Data for analysis section start
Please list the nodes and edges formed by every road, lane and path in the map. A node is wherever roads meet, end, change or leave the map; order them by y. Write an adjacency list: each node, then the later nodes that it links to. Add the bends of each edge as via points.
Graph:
Data for analysis section end
Data for analysis section start
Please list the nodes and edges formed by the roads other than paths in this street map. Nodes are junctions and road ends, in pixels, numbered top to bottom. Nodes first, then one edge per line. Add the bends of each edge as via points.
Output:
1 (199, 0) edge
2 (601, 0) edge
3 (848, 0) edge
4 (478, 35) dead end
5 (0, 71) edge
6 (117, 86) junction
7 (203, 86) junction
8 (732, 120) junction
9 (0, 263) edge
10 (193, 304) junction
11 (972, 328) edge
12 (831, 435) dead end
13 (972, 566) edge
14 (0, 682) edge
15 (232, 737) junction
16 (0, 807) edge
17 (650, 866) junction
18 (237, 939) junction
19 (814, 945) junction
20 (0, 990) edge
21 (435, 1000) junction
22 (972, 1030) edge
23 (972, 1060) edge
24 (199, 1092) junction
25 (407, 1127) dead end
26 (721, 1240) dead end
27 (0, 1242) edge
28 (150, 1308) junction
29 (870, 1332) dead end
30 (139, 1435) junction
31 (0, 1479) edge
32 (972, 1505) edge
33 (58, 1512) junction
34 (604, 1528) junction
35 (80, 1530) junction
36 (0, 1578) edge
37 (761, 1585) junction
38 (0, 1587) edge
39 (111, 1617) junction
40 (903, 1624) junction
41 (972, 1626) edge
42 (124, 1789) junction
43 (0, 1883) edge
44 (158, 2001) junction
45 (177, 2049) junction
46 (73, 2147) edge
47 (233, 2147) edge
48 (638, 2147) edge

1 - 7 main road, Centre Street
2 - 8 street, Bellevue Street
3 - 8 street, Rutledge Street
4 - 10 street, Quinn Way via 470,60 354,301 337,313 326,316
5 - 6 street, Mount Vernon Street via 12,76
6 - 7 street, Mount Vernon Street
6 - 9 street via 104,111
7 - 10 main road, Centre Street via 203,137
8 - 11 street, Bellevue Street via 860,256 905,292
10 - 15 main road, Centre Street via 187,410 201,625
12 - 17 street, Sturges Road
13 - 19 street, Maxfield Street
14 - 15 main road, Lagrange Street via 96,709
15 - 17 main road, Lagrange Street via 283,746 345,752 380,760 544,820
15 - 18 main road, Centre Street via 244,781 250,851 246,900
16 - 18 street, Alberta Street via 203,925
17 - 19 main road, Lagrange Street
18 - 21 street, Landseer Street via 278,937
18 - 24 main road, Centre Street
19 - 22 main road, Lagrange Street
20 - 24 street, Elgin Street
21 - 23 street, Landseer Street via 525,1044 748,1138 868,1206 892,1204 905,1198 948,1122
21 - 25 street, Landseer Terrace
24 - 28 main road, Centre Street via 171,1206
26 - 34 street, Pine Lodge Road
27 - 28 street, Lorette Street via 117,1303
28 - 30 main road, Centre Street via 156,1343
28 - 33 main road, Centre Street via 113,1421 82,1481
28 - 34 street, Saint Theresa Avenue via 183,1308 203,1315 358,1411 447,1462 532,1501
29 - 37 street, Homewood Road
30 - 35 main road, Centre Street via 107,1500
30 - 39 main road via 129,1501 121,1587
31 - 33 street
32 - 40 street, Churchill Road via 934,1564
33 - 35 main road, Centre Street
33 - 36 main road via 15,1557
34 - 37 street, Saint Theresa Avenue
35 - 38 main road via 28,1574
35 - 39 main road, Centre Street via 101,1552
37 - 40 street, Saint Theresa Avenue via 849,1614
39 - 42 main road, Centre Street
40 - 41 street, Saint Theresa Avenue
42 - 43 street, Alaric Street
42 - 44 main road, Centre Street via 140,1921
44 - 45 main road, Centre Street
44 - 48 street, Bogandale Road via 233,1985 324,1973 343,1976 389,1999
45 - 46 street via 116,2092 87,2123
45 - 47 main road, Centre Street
Data for analysis section end
Data for analysis section start
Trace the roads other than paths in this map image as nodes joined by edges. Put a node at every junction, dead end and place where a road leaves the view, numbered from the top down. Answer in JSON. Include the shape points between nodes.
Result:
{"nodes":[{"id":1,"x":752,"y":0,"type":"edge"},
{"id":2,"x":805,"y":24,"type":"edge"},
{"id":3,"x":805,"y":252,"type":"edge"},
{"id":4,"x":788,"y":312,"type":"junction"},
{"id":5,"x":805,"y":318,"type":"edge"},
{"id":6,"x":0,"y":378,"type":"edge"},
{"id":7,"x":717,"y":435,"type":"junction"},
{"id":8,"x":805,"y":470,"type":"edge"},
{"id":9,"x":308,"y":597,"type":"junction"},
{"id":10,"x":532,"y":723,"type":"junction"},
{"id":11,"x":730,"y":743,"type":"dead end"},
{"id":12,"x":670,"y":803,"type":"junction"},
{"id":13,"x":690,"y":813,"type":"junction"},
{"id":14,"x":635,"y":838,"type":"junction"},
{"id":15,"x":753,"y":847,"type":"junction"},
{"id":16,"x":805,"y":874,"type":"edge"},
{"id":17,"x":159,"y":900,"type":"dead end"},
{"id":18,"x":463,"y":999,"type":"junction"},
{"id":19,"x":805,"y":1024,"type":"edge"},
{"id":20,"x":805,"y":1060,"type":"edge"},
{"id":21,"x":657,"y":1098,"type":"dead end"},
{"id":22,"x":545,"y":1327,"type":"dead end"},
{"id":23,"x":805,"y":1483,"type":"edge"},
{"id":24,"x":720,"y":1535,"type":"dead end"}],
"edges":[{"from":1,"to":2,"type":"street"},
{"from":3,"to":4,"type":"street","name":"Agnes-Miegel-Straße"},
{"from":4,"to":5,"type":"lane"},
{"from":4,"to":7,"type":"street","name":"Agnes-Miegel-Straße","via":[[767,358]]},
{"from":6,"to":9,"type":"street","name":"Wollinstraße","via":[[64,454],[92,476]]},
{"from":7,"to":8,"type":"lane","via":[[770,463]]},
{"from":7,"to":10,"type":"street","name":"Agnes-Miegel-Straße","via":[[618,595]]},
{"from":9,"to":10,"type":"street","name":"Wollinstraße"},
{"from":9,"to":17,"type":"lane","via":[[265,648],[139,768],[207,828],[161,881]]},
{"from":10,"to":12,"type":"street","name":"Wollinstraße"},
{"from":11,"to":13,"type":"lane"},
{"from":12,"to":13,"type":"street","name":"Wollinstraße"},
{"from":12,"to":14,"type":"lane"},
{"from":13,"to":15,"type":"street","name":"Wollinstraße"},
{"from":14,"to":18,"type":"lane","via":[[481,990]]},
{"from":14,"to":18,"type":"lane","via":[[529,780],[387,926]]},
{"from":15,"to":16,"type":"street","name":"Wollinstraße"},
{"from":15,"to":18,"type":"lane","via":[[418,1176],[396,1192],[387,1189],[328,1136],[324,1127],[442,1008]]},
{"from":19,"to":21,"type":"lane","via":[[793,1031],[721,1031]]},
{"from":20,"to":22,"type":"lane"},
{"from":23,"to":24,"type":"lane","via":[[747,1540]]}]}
Data for analysis section end
Go line by line through the data above and report each one that holds the string "numbered".

Please list the nodes and edges formed by the roads other than paths in this street map. Nodes are junctions and road ends, in pixels, numbered top to bottom. Nodes first, then one edge per line. Add the bends of each edge as via points.
Trace the roads other than paths in this map image as nodes joined by edges. Put a node at every junction, dead end and place where a road leaves the view, numbered from the top down. Answer in JSON. Include the shape points between nodes.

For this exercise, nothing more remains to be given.